Gianotti Nicola, Soria Alessandro, Lazzarin Adriano
Division of Infectious Diseases, San Raffaele Scientific Institute, Milan, Italy.
New Microbiol. 2007 Apr;30(2):79-88.
Antiretroviral regimens based on human immunodeficiency virus-1 (HIV-1) protease inhibitors (PIs) are hampered by a number of side effects, mainly diarrhea, dyslipidemia, an increased risk of cardiovascular events and diabetes, and lipoaccumulation in the neck and abdomen. Although challenged by these potential untoward effects, PIs are still the cornerstone of highly active antiretroviral therapy (HAART) because of their potency and high genetic barrier. Atazanavir (ATV) is the first once-daily azapeptide HIV-1 PI and can be boosted by ritonavir. The efficacy of ritonavir-boosted ATV (ATV/r)-containing regimens in patients harboring drug-resistant variants is not statistically different from that of the reference PI lopinavir/ritonavir. In Italy, ATV, either boosted or unboosted, is licensed only for drug-experienced patients. However, in clinical trials ATV/r has proved to be effective in treatment-naive HIV-1-infected individuals. There is no evidence that ATV/r-based regimens lead to the selection of mutations conferring cross-resistance to other PIs, and this drug combination has now been included among those recommended by the International AIDS Society-USA Panel and the Department of Health and Human Services (DHHS) Panel as initial treatment when a boosted-PI-based regimen is preferred to a NNRTI-based regimen.

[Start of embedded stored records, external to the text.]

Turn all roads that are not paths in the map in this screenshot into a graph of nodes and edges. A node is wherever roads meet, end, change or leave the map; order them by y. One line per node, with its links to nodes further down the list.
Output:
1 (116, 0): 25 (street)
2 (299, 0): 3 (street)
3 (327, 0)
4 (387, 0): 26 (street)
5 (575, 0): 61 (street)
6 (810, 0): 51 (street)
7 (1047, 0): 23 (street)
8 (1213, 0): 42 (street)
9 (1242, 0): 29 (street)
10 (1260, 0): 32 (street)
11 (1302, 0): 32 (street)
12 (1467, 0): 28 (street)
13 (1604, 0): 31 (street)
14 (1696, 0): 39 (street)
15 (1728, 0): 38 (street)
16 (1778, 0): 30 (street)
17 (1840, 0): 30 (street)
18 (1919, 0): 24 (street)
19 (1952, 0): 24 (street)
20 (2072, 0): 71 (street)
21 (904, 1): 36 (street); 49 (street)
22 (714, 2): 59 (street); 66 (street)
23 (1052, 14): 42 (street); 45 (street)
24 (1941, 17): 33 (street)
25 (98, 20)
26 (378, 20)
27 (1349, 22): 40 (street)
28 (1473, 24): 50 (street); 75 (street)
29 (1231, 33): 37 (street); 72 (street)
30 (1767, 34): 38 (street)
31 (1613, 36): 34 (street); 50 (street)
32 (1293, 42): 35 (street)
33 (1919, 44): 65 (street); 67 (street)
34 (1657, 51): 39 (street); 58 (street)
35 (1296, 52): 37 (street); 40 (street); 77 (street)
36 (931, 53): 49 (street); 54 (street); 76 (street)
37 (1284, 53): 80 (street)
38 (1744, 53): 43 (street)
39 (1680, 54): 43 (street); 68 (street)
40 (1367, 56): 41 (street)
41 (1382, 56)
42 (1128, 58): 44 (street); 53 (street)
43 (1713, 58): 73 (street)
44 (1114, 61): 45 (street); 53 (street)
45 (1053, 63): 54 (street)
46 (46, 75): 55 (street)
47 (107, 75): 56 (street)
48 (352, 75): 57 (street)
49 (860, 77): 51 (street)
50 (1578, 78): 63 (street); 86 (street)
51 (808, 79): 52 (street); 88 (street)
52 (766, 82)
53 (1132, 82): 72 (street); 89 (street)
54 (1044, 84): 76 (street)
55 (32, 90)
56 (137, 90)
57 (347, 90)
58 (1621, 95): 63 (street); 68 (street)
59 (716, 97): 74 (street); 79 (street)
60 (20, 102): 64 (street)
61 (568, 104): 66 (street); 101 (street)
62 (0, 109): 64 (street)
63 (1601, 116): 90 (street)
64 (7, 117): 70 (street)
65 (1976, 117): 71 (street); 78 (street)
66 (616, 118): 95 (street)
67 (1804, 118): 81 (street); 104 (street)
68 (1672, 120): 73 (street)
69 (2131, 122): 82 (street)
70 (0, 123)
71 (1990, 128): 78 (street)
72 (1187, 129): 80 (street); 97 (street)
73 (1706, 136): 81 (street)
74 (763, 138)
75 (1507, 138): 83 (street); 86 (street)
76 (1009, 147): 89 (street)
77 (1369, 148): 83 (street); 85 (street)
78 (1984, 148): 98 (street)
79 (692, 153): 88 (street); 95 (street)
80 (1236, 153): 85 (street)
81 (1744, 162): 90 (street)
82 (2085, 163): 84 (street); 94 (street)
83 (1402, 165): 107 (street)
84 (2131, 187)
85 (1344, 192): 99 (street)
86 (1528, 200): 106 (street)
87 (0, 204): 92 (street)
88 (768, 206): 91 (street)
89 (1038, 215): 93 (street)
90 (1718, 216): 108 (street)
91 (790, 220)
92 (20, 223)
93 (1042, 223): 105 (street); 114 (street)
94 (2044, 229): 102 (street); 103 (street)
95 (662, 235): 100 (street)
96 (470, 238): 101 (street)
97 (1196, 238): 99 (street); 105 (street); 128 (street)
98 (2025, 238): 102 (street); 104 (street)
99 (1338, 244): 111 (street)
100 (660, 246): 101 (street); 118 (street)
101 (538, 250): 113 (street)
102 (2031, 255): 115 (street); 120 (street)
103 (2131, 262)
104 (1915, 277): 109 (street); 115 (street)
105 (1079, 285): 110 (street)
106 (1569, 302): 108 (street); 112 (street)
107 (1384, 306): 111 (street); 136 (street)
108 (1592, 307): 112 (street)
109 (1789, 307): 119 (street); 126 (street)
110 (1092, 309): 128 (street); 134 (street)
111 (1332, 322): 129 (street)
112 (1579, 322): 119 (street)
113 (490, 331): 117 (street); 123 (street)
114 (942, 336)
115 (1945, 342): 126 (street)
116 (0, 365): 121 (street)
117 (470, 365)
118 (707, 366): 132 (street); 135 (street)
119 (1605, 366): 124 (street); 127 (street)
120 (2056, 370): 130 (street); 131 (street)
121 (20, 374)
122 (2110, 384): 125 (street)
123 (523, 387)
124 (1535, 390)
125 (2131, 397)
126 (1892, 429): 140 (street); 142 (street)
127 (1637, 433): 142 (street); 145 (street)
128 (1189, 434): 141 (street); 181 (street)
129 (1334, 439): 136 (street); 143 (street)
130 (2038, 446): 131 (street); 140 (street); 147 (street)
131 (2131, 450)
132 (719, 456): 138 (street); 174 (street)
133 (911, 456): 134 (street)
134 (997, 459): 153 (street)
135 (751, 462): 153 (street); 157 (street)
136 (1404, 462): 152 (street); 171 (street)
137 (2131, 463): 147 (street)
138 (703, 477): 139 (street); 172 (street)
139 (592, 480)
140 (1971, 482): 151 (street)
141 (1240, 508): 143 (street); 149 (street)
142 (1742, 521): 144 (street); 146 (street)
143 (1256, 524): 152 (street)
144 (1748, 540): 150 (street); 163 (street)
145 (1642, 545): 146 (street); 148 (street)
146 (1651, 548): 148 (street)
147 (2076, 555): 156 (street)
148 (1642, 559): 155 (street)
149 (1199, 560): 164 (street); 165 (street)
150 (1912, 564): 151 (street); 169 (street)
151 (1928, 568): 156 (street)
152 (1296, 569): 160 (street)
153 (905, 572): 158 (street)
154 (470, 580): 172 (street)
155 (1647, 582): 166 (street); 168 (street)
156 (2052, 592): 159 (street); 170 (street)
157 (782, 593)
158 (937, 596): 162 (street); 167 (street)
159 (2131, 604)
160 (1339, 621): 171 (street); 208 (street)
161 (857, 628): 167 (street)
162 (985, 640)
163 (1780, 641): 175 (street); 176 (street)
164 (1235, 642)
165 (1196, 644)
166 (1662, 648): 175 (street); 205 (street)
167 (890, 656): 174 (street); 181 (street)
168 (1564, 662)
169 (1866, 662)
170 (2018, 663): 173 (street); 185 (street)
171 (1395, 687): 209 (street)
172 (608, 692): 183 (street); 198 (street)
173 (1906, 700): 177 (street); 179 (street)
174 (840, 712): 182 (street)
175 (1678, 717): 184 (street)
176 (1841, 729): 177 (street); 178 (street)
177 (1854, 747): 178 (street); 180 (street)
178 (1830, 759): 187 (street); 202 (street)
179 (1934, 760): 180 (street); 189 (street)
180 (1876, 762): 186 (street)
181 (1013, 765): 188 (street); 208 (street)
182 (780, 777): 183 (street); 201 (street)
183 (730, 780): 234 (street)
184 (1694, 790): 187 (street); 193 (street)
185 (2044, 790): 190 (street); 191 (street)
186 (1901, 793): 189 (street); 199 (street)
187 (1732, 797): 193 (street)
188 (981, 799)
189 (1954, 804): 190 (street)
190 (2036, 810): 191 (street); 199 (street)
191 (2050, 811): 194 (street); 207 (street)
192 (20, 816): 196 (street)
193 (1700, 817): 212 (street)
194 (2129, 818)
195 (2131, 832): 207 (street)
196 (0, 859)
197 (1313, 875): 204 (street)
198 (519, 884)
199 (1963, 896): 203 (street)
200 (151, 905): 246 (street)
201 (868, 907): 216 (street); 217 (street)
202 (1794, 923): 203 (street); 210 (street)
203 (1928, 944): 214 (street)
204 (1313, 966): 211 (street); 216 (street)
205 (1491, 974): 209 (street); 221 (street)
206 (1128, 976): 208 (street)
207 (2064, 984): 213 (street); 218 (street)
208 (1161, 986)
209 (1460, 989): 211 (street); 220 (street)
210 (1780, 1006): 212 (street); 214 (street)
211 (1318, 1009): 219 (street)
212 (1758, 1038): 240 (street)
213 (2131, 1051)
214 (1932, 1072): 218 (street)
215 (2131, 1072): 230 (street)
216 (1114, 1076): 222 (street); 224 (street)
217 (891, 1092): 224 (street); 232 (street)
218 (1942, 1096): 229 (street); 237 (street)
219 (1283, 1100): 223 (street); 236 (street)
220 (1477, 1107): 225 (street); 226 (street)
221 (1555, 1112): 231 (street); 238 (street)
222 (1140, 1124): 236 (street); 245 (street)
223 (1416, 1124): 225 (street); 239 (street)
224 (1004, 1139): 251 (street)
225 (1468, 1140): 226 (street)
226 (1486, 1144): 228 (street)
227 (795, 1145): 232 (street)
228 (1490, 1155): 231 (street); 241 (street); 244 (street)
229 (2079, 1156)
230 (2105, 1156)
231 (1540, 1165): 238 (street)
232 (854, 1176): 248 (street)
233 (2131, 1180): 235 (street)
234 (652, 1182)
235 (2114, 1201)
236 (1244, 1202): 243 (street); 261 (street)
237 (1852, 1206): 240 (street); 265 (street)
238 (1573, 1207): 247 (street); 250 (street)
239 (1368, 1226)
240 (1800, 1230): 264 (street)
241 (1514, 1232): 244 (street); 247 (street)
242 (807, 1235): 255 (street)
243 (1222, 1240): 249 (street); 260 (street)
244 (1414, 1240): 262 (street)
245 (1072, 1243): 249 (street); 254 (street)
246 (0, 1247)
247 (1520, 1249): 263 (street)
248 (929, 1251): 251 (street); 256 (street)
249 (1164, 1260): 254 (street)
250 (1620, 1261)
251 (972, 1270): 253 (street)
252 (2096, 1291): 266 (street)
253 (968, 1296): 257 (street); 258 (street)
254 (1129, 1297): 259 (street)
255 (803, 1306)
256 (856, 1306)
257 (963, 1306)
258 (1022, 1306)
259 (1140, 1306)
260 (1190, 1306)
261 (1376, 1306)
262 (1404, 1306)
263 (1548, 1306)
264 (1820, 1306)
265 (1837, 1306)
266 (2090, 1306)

基于人类免疫缺陷病毒1型(HIV-1)蛋白酶抑制剂(PI)的抗逆转录病毒治疗方案受到多种副作用的困扰,主要包括腹泻、血脂异常、心血管事件和糖尿病风险增加,以及颈部和腹部脂肪堆积。尽管受到这些潜在不良影响的挑战,但由于其效力和高遗传屏障,PI仍然是高效抗逆转录病毒治疗(HAART)的基石。阿扎那韦(ATV)是首个每日一次的氮杂环肽类HIV-1 PI,可通过利托那韦增强疗效。在携带耐药变异的患者中,含利托那韦增强的阿扎那韦(ATV/r)治疗方案的疗效与对照PI洛匹那韦/利托那韦相比,在统计学上无差异。在意大利,无论是否增强疗效,ATV仅被批准用于有用药经验的患者。然而,在临床试验中,ATV/r已被证明对初治的HIV-1感染个体有效。没有证据表明基于ATV/r的治疗方案会导致选择对其他PI产生交叉耐药的突变,并且当基于增强PI的治疗方案优于基于非核苷类逆转录酶抑制剂(NNRTI)的治疗方案时,这种药物组合现已被美国国际艾滋病协会专家组和美国卫生与公众服务部(DHHS)专家组推荐作为初始治疗方案之一。